### [Images with localized body landmarks]

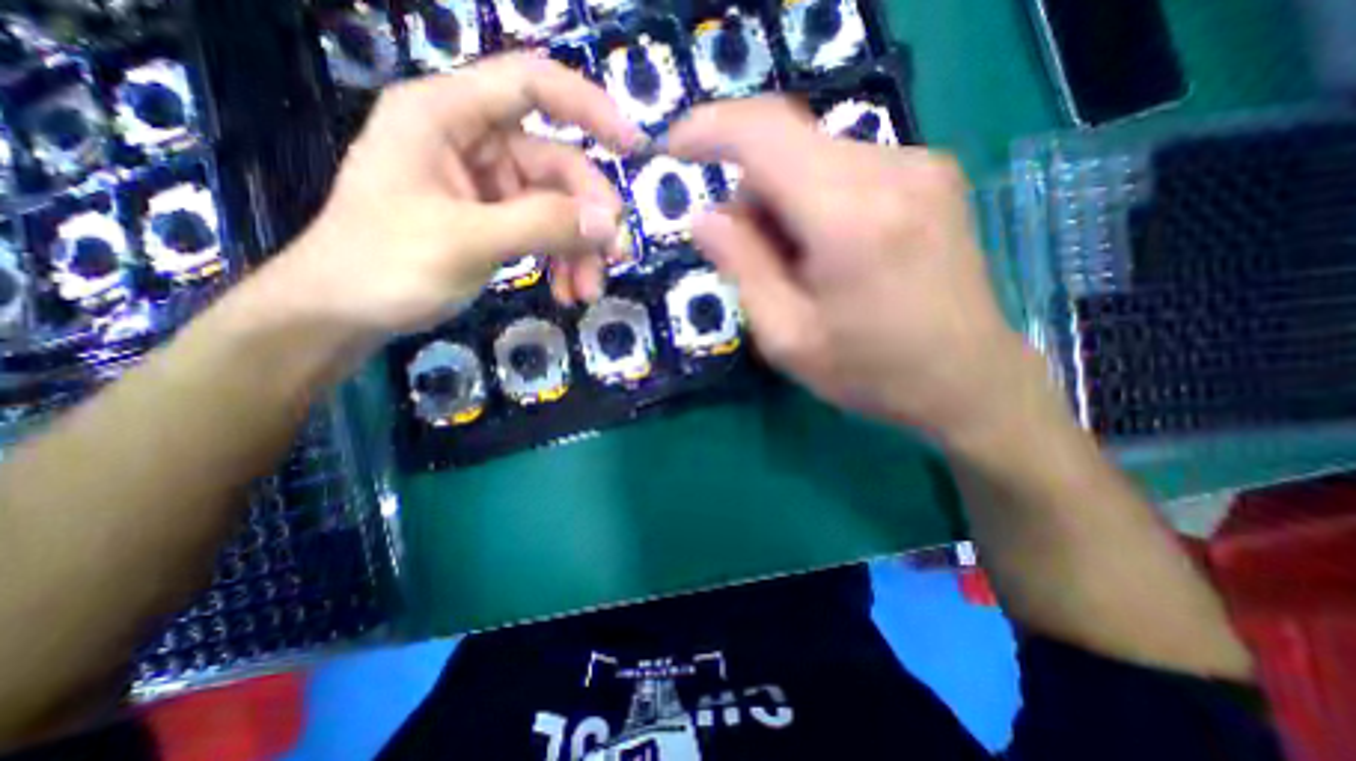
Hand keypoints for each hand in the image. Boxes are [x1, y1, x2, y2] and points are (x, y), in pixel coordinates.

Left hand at [269, 49, 643, 337]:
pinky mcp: (497, 222)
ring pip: (559, 208)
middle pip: (558, 166)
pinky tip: (566, 293)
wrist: (346, 312)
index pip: (530, 85)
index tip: (633, 148)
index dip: (588, 107)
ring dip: (580, 251)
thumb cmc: (385, 264)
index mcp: (448, 116)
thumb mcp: (464, 241)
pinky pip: (546, 234)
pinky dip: (563, 263)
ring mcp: (489, 187)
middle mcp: (474, 144)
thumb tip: (607, 223)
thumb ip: (539, 225)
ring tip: (587, 292)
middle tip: (615, 258)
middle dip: (589, 218)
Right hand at [671, 97, 1039, 446]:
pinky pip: (847, 167)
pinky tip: (833, 250)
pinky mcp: (932, 175)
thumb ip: (741, 268)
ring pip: (815, 157)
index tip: (674, 146)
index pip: (765, 134)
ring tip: (800, 264)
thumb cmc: (871, 371)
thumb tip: (704, 217)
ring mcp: (921, 166)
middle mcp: (892, 171)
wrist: (969, 380)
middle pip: (788, 146)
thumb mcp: (787, 337)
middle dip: (752, 194)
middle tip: (754, 258)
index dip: (709, 130)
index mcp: (850, 217)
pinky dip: (818, 199)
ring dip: (786, 200)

### [Brief]
Leaving every picture behind, retype the entries above exactly, from the first line through the line with "index mcp: (850, 217)", and stop there.

### [Finished task]
Hand keypoints for each hand in the image. Boxes are [x1, y1, x2, y2] and points are (x, y), in pixel coordinates.

Left hand at [269, 49, 643, 337]:
pinky mcp: (497, 222)
ring pip: (559, 208)
middle pip: (558, 166)
pinky tip: (566, 293)
wrist: (346, 312)
index pip: (530, 85)
index tip: (633, 148)
index dip: (588, 107)
ring dip: (580, 251)
thumb cmc: (385, 264)
index mcp: (448, 116)
thumb mcp: (464, 241)
pinky pip: (546, 234)
pinky dip: (563, 263)
ring mcp: (489, 187)
middle mcp: (474, 144)
thumb tip: (607, 223)
thumb ip: (539, 225)
ring tip: (587, 292)
middle tip: (615, 258)
middle dip: (589, 218)
Right hand at [671, 97, 1039, 446]:
pinky pip: (847, 167)
pinky tip: (833, 250)
pinky mcp: (932, 175)
thumb ip: (741, 268)
ring pip: (815, 157)
index tip: (674, 146)
index pip: (765, 134)
ring tip: (800, 264)
thumb cmc: (871, 371)
thumb tip: (704, 217)
ring mcp: (921, 166)
middle mcp: (892, 171)
wrist: (969, 380)
middle pip: (788, 146)
thumb mcp: (787, 337)
middle dip: (752, 194)
middle tip: (754, 258)
index dip: (709, 130)
index mcp: (850, 217)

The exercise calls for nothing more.